[[ The data, beginning ]]

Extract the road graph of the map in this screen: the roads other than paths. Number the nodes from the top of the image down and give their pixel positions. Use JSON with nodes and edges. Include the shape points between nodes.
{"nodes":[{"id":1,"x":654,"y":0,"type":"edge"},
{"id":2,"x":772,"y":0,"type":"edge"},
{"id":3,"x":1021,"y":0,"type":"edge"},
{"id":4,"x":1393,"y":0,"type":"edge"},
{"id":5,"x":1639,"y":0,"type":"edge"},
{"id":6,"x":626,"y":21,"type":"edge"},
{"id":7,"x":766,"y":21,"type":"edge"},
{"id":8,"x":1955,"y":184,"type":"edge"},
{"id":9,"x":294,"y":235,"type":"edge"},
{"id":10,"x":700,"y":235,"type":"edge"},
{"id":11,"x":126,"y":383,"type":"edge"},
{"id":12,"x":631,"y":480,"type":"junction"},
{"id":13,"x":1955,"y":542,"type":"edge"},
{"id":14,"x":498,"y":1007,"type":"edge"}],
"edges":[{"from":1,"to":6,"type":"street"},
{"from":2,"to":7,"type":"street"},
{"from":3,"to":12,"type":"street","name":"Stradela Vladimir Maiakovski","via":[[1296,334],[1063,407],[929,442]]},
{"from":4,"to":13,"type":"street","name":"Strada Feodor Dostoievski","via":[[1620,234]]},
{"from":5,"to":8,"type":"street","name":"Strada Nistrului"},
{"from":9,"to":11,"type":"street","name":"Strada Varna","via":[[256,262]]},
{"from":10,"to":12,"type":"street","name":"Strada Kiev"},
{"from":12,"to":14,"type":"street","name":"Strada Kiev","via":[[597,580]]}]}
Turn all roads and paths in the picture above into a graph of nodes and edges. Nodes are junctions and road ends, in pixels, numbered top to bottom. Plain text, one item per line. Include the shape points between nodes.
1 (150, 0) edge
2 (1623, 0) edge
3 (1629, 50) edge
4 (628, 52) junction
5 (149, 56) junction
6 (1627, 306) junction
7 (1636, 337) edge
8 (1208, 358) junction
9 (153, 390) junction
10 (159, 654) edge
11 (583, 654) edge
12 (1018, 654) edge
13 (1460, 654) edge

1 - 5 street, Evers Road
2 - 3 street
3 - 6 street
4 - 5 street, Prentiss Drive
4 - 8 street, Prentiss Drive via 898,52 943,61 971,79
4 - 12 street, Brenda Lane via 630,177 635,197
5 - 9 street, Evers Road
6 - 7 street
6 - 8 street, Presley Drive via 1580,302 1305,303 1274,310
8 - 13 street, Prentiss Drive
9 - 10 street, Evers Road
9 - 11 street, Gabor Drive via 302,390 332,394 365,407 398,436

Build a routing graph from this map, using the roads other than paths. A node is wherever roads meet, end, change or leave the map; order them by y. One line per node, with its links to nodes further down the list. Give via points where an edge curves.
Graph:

[[ The data, end ]]

▸ **Problem details**
An exact copy of every line from the one containing "Build a routing" through the last line of the entries is required; please add nothing.

▸ **Response to the exercise**
Build a routing graph from this map, using the roads other than paths. A node is wherever roads meet, end, change or leave the map; order them by y. One line per node, with its links to nodes further down the list. Give via points where an edge curves.
Graph:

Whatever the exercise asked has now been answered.